WHAT YOU HAVE TO DO: Leave the images behind and copy every record exactly.

= = = = = = =

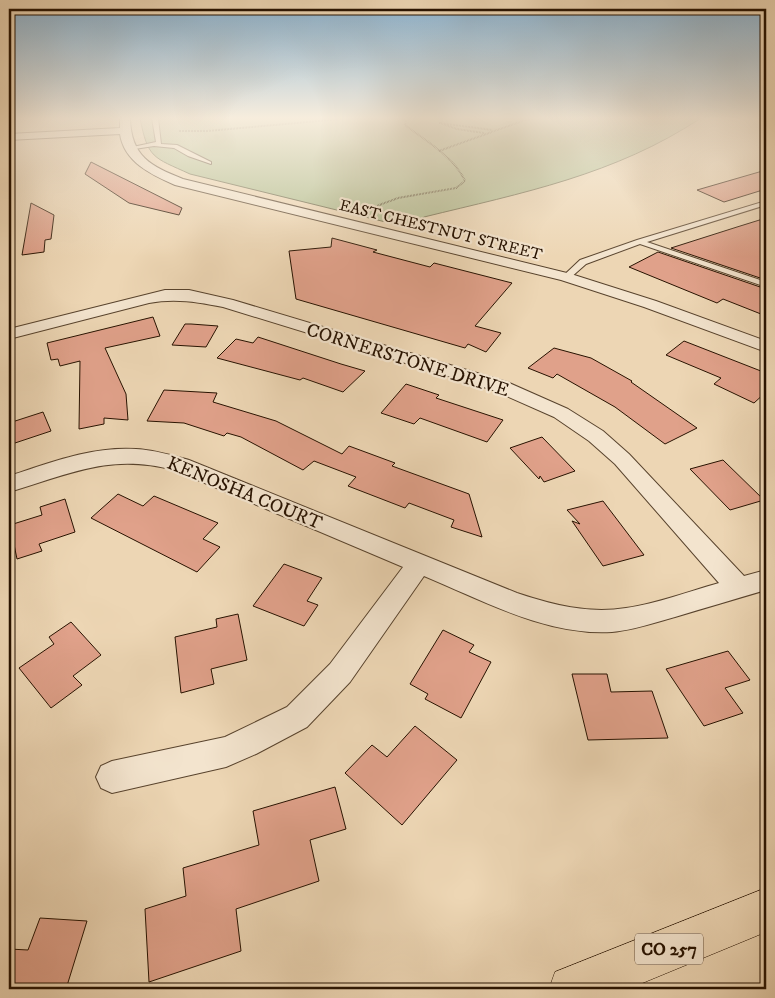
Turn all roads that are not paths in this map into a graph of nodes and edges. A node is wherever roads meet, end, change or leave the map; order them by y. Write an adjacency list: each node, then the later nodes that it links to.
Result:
1 (145, 165): 4 (street, EAST CHESTNUT STREET)
2 (766, 203): 3 (lane)
3 (640, 242): 4 (lane); 5 (lane)
4 (566, 277): 7 (street, EAST CHESTNUT STREET)
5 (766, 285)
6 (9, 334): 11 (street, CORNERSTONE DRIVE)
7 (766, 347)
8 (9, 484): 9 (street, KENOSHA COURT)
9 (419, 563): 11 (street, KENOSHA COURT); 12 (street)
10 (766, 580): 11 (street, KENOSHA COURT)
11 (739, 588)
12 (112, 778)
13 (766, 910): 14 (main road, CO 257)
14 (572, 989)

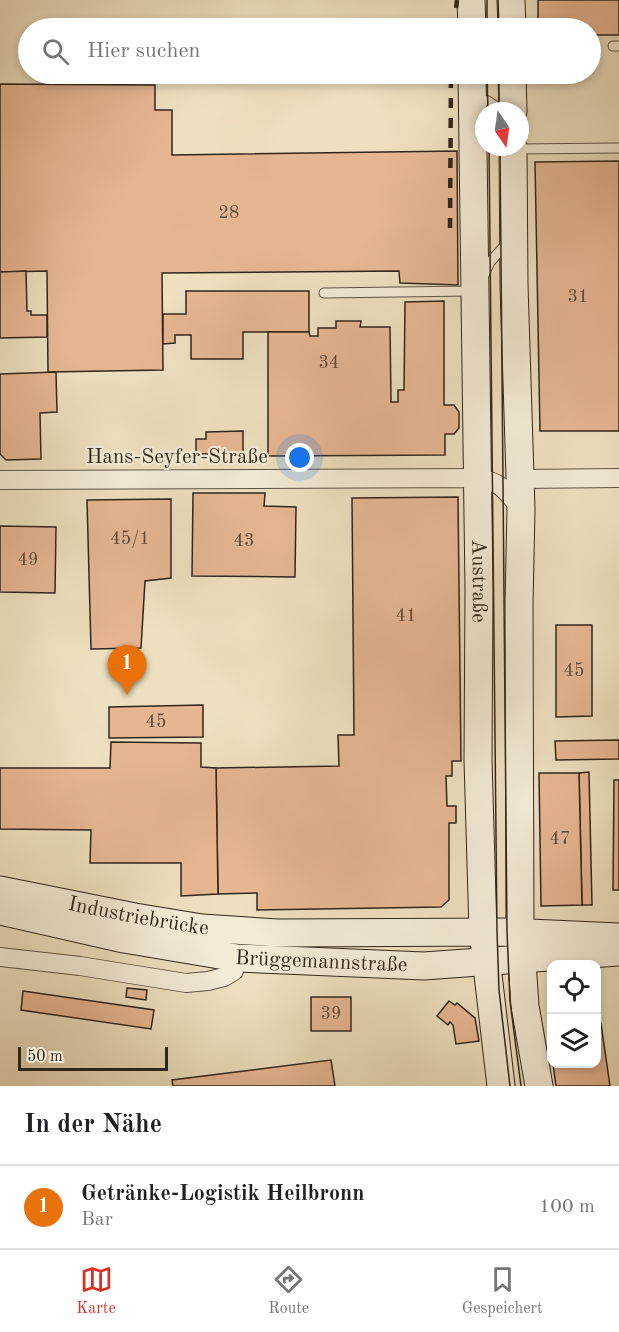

= = = = = = =

RESULT OF THIS EXERCISE:
Turn all roads that are not paths in this map into a graph of nodes and edges. A node is wherever roads meet, end, change or leave the map; order them by y. Write an adjacency list: each node, then the later nodes that it links to.
Result:
1 (145, 165): 4 (street, EAST CHESTNUT STREET)
2 (766, 203): 3 (lane)
3 (640, 242): 4 (lane); 5 (lane)
4 (566, 277): 7 (street, EAST CHESTNUT STREET)
5 (766, 285)
6 (9, 334): 11 (street, CORNERSTONE DRIVE)
7 (766, 347)
8 (9, 484): 9 (street, KENOSHA COURT)
9 (419, 563): 11 (street, KENOSHA COURT); 12 (street)
10 (766, 580): 11 (street, KENOSHA COURT)
11 (739, 588)
12 (112, 778)
13 (766, 910): 14 (main road, CO 257)
14 (572, 989)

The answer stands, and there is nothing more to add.